Y eso fue exactamente lo que demostró en el encuentro contra Suiza. Antes de llevar a cabo una recuperación que quedará grabada en la memoria de este Mundial, Álvarez había anotado un golazo que se posiciona entre los mejores del torneo. En el segundo tiempo suplementario, se movió hábilmente, dejó atrás a su marcador y disparó al ángulo izquierdo de Gregor Kobel, firmando un tanto de gran calidad.
“Fue un gran desahogo. Estoy realmente contento. Luchamos hasta el final, a pesar de contar con un jugador más. ¿Sobre lo que se comentó tras el partido contra Egipto? Siempre hay muchas especulaciones, pero debemos enfocar nuestra energía en lo que nos concierne y no dejar que nos afecten las redes sociales”, explicó.

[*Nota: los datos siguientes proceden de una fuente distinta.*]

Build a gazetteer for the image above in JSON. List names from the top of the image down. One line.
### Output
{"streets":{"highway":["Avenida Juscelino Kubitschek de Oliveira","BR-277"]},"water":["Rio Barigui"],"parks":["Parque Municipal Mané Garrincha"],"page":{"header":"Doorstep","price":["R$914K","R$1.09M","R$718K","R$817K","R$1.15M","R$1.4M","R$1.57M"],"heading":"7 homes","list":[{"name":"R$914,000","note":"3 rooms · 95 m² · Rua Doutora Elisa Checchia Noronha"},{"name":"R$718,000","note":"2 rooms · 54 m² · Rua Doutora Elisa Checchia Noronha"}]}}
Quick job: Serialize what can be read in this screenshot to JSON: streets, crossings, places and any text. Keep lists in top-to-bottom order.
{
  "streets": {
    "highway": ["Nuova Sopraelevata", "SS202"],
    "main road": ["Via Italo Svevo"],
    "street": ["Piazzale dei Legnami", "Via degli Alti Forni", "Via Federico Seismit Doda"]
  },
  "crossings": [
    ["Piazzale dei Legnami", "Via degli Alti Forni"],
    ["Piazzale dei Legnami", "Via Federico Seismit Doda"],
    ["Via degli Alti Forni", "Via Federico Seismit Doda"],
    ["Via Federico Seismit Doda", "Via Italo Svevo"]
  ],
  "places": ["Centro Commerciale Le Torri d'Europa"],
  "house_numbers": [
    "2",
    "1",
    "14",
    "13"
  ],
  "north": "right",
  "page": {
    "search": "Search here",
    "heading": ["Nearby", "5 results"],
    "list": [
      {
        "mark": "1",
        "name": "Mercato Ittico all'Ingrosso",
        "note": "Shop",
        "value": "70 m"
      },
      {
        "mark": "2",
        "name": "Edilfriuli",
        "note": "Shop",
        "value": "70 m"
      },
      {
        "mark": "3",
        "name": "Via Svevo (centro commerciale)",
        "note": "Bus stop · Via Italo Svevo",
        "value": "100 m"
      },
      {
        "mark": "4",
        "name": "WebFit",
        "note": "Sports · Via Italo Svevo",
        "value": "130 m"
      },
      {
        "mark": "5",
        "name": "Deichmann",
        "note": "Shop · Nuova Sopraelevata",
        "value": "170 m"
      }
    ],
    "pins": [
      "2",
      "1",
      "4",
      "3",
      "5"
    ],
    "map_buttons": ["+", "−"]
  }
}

Cuando Lautaro Martínez anotó el 3-1 final, todos se apresuraron a buscar a Julián, quien había quedado tendido en la mitad del campo tras una increíble recuperación frente a Granit Xhaka en el minuto 120. La mayoría de los suplentes corrieron hacia él para abrazarlo, una imagen elocuente que explica por qué Lionel Scaloni lo considera un jugador fundamental. El Araña no solo hace goles; corre, presiona y disputa cada pelota con una determinación notable.
Su rendimiento despertó también la admiración de Lionel Messi. “No se imitó a nadie; se vistió de él”, respondió el capitán cuando se mencionó que el gol de Álvarez llevaba la impronta del rosarino. Además, agregó: “Hizo un golazo, pero no es la primera vez que lo logra. Ya ha marcado varios así en su trayectoria. Tiene un excelente golpeo y lo ha demostrado durante mucho tiempo. En el Atlético de Madrid ha logrado muchos goles similares”.
“El grupo está muy unido y fuerte. Ahora es momento de descansar y pensar en el próximo partido. Quedan dos más y vamos a darlo todo. Me siento muy orgulloso de estar entre los cuatro mejores”, comentó Julián, quien ya avanza a la próxima batalla contra Inglaterra: “Sabemos que cuentan con jugadores impresionantes y son una gran selección. Debemos recuperarnos y preparar nuestro partido”.
Como era de esperar, la destacada actuación del Araña reavivó las especulaciones sobre su futuro. En España, se menciona que un club pretende concretar un acuerdo y está dispuesto a realizar maniobras financieras para ficharlo. Por su parte, otro equipo mantiene una cláusula de rescisión de 500 millones de dólares y lo considera intransferible. Mientras tanto, un equipo del norte de Londres sigue de cerca su trayectoria. Sin embargo, esas discusiones se postergarán hasta después del Mundial.
En Kansas City, Julián volvió a mostrar su esencia. Ya no hay rastros de la lesión en el tobillo izquierdo que presentó antes del torneo. Su gol es una señal alentadora, al igual que su energía, que se evidenció en su entrega constante. “Mi objetivo es ayudar al equipo en todo lo que pueda”, concluyó.
La noche en Kansas concluyó como había comenzado: con Julián Álvarez rodeado por sus seres queridos. Primero, sus compañeros lo buscaron en el campo para reconocer su destacada actuación. Luego, fueron su familia y amigos quienes, emocionados, lo alentaron desde las tribunas celestes y blancas. El Araña recuperó su capacidad goleadora, restableció su confianza y emergió en el momento en que Argentina más lo necesitaba. En este contexto mundialista, eso tiene un valor que sobrepasa cualquier rumor del mercado.